Talk about memory joggers: Mom often said "two wrongs don't make a right".
Someone had commented his mother saying "two rights do not make a wrong" and another said, "that was a memory jogger". Or words to that effect.
My reply to sister's two comments:
Yes, Dorothy, I remember dad telling us to look up words in the dictionary; the "smarter than all 9 of you put together" comment, I remember, included "too dumb to look up a word in the dictionary".
And yes, I forgot that one, I quote it "you can not reason with a child" or childish adults, I have found.
Yes I remember the pope's "brother-in-law was a fisherman" story. I guess the rest of you were okay with eating meat at the Chinese place (in NYC, I think, not downtown) one Friday. I refused, even tho' dad said the priest said if the father ate meat the children can too.
And I do remember being told that when I had my own house I could do what I wanted, after getting in trouble for re-arranging dinning room furniture.

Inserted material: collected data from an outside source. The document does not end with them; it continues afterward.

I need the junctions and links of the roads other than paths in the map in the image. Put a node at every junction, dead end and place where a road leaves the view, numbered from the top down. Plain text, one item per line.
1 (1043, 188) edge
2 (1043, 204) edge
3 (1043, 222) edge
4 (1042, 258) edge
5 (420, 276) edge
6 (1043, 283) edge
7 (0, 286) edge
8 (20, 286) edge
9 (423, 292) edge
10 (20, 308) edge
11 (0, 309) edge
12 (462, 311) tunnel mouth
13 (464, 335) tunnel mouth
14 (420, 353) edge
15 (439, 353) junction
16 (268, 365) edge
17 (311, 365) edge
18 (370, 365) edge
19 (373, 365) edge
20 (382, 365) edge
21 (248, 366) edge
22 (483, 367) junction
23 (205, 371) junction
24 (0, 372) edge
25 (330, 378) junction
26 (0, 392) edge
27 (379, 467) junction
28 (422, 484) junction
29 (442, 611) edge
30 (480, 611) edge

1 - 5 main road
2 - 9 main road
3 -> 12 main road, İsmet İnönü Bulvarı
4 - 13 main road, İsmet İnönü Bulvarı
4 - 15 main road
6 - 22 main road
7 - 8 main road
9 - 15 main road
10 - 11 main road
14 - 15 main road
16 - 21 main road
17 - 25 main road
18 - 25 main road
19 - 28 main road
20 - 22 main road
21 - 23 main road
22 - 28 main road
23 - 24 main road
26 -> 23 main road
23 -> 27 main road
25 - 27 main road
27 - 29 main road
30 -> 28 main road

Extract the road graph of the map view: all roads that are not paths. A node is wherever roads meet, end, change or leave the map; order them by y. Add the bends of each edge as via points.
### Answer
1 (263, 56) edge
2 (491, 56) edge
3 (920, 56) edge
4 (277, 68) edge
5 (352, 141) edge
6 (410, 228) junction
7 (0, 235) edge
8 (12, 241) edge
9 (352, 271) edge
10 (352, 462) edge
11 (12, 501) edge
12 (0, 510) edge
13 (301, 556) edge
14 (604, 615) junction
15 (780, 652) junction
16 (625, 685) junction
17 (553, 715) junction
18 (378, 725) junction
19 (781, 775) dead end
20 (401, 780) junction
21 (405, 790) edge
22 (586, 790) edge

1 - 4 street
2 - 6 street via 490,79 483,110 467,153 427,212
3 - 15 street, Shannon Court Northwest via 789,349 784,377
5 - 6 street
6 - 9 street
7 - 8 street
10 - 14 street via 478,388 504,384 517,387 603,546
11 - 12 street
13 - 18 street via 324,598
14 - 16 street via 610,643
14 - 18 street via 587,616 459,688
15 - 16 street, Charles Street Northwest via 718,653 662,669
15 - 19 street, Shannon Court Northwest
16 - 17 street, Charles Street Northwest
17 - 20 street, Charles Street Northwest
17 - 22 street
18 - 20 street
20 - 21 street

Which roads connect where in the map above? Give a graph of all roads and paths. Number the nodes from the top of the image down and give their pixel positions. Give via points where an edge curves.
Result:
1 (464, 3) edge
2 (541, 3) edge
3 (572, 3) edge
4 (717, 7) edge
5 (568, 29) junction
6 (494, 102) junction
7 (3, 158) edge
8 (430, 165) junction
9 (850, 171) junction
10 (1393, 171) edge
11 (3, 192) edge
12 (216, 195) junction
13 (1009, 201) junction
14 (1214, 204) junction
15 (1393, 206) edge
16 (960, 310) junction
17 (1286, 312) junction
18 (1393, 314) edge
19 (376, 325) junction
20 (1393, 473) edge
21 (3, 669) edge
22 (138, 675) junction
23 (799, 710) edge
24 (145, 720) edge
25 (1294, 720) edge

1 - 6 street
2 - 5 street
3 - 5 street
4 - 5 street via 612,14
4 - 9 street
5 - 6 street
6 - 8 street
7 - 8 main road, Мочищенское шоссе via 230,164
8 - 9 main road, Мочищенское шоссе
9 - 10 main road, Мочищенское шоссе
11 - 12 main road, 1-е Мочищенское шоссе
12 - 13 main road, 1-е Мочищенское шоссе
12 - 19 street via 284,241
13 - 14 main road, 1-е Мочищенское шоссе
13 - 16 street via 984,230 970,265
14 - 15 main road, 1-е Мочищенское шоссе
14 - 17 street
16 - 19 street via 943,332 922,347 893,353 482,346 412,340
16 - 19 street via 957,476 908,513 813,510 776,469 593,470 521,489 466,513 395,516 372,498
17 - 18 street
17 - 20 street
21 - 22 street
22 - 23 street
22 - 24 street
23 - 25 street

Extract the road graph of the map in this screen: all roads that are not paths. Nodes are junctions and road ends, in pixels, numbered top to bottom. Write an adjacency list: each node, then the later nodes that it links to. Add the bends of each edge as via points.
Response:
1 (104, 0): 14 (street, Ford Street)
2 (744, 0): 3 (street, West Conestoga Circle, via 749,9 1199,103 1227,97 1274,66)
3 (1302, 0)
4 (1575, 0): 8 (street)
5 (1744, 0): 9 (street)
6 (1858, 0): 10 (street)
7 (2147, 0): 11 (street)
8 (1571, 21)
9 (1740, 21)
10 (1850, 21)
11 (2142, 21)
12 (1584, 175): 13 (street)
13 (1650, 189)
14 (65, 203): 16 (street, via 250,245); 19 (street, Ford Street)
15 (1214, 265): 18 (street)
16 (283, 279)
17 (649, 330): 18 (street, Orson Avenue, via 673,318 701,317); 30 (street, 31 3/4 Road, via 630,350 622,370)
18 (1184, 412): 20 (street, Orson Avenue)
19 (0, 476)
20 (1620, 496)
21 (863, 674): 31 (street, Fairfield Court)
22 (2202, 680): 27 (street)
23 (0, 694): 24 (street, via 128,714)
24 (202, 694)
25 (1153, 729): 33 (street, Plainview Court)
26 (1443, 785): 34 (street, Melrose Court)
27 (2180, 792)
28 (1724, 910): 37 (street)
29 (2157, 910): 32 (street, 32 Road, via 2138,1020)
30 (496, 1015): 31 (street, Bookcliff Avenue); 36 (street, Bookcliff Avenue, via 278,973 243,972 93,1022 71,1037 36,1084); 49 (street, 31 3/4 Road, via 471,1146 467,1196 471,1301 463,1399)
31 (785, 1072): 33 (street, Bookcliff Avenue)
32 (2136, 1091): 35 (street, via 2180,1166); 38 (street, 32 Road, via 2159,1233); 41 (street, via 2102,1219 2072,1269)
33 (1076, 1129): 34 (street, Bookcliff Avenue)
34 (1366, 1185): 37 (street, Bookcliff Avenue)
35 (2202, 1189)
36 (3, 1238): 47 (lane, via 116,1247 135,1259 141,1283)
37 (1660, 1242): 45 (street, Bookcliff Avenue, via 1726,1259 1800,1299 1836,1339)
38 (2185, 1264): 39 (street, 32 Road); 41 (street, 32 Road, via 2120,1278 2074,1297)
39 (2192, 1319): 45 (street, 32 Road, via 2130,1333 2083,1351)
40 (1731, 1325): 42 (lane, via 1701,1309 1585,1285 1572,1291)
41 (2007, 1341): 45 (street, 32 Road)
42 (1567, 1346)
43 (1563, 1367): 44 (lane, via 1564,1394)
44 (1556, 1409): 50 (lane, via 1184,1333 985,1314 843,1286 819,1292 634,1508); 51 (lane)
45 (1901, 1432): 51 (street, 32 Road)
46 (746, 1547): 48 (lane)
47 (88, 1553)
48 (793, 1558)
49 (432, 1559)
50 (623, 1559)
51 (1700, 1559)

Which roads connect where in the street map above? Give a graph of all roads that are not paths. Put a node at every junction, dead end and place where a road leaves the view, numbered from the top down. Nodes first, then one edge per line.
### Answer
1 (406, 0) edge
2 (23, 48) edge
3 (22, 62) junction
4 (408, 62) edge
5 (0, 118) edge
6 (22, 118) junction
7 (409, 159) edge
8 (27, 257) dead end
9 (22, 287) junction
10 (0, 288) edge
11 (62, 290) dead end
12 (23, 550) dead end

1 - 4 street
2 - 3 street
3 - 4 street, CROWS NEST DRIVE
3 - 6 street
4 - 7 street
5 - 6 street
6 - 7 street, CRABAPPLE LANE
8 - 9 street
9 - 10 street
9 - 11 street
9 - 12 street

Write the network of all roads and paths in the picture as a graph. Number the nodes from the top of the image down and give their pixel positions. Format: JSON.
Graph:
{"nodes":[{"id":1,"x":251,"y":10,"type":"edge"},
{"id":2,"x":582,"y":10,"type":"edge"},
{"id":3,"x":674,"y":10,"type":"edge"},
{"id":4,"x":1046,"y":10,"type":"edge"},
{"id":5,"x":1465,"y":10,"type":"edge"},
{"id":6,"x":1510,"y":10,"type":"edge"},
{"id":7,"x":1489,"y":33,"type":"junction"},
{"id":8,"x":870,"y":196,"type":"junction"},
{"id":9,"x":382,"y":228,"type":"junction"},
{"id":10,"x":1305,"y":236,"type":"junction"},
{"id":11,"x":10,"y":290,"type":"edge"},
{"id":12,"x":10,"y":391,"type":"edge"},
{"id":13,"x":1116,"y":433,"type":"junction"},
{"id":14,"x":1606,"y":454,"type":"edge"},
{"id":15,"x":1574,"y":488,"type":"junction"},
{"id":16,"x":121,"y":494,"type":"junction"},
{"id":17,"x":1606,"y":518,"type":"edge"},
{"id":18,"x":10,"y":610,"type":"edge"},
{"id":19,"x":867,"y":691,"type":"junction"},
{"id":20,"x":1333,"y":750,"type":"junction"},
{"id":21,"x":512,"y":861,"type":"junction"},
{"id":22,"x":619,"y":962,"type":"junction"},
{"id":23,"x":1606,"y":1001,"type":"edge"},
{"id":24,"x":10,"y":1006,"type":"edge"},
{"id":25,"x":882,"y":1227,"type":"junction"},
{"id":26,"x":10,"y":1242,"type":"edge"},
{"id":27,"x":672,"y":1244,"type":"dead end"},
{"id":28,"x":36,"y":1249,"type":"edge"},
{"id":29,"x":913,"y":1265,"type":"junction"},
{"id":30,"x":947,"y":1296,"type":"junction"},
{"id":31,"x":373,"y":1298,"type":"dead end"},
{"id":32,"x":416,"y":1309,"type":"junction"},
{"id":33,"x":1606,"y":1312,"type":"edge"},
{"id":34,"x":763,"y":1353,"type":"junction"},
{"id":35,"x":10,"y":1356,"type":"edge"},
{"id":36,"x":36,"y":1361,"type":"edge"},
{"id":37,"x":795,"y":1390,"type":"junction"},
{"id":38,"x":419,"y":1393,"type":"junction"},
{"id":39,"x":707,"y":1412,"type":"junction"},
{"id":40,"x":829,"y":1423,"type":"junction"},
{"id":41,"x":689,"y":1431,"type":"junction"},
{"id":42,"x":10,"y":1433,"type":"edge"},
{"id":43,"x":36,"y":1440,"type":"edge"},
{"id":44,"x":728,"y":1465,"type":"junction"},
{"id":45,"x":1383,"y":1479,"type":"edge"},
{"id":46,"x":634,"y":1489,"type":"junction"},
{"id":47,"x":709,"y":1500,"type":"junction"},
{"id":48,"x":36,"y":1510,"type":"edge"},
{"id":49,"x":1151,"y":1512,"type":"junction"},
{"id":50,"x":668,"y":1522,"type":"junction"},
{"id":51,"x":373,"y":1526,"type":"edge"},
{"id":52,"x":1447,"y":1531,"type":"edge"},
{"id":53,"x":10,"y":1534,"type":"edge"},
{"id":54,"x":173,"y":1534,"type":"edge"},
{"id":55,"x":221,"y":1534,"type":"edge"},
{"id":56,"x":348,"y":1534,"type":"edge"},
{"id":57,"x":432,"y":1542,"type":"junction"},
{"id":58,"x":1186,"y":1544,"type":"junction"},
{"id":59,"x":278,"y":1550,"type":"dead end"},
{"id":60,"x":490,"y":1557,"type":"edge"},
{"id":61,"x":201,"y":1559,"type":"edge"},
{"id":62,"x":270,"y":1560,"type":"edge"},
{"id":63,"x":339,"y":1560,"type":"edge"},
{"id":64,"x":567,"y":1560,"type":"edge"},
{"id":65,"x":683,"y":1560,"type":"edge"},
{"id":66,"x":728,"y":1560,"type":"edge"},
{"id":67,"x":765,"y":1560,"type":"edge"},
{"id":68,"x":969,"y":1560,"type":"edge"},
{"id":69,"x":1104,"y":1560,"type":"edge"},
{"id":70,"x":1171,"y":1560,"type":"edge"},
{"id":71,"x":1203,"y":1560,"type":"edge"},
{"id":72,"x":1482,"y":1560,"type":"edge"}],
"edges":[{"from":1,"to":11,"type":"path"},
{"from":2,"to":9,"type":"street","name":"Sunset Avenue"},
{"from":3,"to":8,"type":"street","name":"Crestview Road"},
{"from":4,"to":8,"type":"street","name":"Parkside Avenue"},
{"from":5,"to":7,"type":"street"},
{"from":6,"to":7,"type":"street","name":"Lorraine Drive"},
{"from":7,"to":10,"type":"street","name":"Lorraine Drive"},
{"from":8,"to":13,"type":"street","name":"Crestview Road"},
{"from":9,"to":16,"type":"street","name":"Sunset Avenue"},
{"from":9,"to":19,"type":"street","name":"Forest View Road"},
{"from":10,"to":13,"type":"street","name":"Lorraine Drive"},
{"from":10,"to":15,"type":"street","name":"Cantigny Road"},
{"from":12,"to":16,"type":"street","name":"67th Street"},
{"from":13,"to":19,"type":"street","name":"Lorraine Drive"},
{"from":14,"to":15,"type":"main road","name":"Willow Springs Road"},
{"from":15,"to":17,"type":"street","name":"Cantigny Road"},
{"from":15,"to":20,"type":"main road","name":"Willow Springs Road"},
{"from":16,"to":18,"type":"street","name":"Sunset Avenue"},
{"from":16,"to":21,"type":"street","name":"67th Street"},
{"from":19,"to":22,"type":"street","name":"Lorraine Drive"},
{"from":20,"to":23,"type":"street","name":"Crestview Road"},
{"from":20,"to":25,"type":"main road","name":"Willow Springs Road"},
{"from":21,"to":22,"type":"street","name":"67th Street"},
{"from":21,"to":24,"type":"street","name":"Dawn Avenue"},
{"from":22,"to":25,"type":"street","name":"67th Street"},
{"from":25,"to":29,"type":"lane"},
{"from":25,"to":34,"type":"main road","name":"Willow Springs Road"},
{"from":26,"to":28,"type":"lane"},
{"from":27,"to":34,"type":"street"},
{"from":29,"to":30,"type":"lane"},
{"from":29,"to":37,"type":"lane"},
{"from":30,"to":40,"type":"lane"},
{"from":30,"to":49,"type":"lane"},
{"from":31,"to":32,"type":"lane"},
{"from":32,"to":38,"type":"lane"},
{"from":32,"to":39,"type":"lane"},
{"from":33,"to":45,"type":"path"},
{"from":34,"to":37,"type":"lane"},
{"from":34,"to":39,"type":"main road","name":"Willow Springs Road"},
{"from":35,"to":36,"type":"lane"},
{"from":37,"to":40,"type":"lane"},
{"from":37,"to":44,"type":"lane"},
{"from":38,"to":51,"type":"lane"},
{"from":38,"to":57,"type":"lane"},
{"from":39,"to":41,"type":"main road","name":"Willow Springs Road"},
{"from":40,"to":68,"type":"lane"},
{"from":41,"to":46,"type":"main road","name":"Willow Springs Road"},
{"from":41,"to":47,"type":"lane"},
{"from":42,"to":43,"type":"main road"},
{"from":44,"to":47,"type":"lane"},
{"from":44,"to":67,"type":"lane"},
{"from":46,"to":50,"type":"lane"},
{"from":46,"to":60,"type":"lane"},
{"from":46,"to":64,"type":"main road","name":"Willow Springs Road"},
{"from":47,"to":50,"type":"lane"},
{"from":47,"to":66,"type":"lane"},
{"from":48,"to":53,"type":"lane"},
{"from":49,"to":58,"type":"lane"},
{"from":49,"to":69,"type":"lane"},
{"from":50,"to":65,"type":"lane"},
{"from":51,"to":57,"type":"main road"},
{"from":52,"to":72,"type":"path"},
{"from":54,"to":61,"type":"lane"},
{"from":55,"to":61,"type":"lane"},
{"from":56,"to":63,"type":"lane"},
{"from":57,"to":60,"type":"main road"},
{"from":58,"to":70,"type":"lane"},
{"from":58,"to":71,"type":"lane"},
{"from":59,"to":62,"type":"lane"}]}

The thing is, I only remember my father yelling that he was smarter than all 9 of us put together, the one time he said we were too dumb to look up words in a dictionary. Same is true of hearing my mother say:
...thought of another one; not sure how often mom said it "Oh what a tangled web we weave...". : > and "Thou dost protest too much."
First reading NBHS Zebra's query, I was thinking "said often" versus "I distinctly remember the time mom said..." or dad.